Metadata Performance Exploration Part 2: XFS, JFS, ReiserFS, ext2, and Reiser4

More performance: We add five file systems to our previous benchmark results to creating a "uber" article on metadata file system performance. We follow the "good" benchmarking guidelines presented in a previous article and examine the good, the bad and the interesting.

Last week we tested four Linux file systems — ext3, ext4, nilfs2, and btrfs — for metadata performance using a benchmark called fdtree. The point of the benchmarks was not really to comparison the performance of the file systems per say, although comparisons are inevitable. Rather, the benchmarks were performed as part of an exploration into the metadata performance of Linux file systems.
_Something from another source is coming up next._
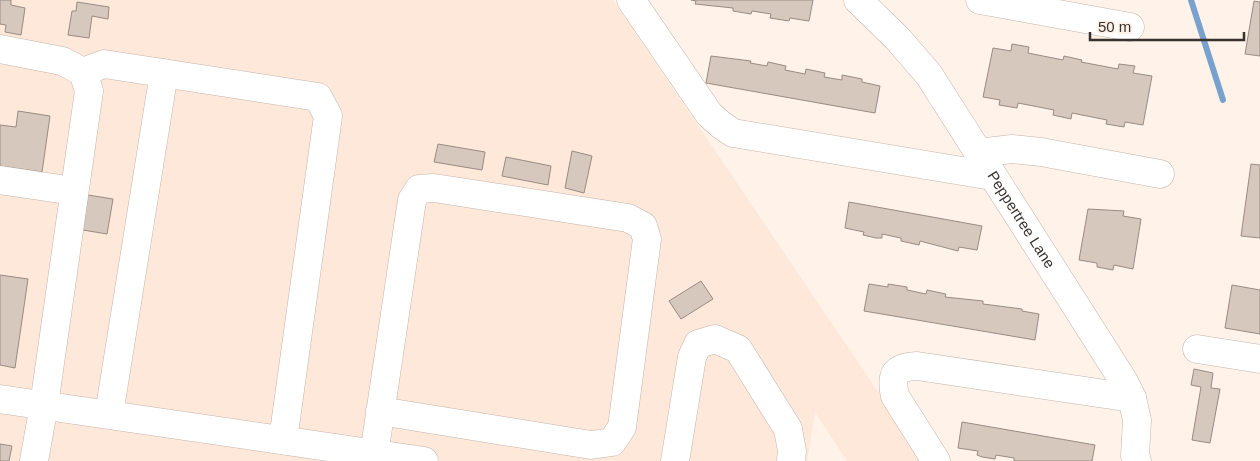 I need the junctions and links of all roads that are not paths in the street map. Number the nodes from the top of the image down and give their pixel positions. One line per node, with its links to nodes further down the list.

We’re using the same benchmark from the last article and applying it to additional Linux file systems – xfs, jfs, reiserfs, ext2, and resier4. As you are probably aware there are a large number of file systems available in Linux from some fairly old ones such as ext2, to some that are still considered “experimental” in the latest kernel (2.6.30 as of this writing) such as btrfs and nilfs2. But these other file systems, ext2, xfs, jfs, reiserfs are still in production use in a number of places. Consequently this article performs the same benchmarks as the previous article on these additional file systems. It also adds in reiser4 which, believe it or not, is still moving ahead thanks to the determination of some of the developers.

Quick Review of Benchmark

The benchmark used in the previous article is fdtree. It’s perhaps not the best known metadata benchmark for file systems but it is fairly common in HPC circles. It stresses the creation and removal of directories and files using a simple bash script and *nix utilities. It builds a tree structure of directories. A number of files of a given size is created in each directory. The number of directories (branches) at each level in the tree, the depth of the tree, the number of files at each point, and the size of the files are all under user control.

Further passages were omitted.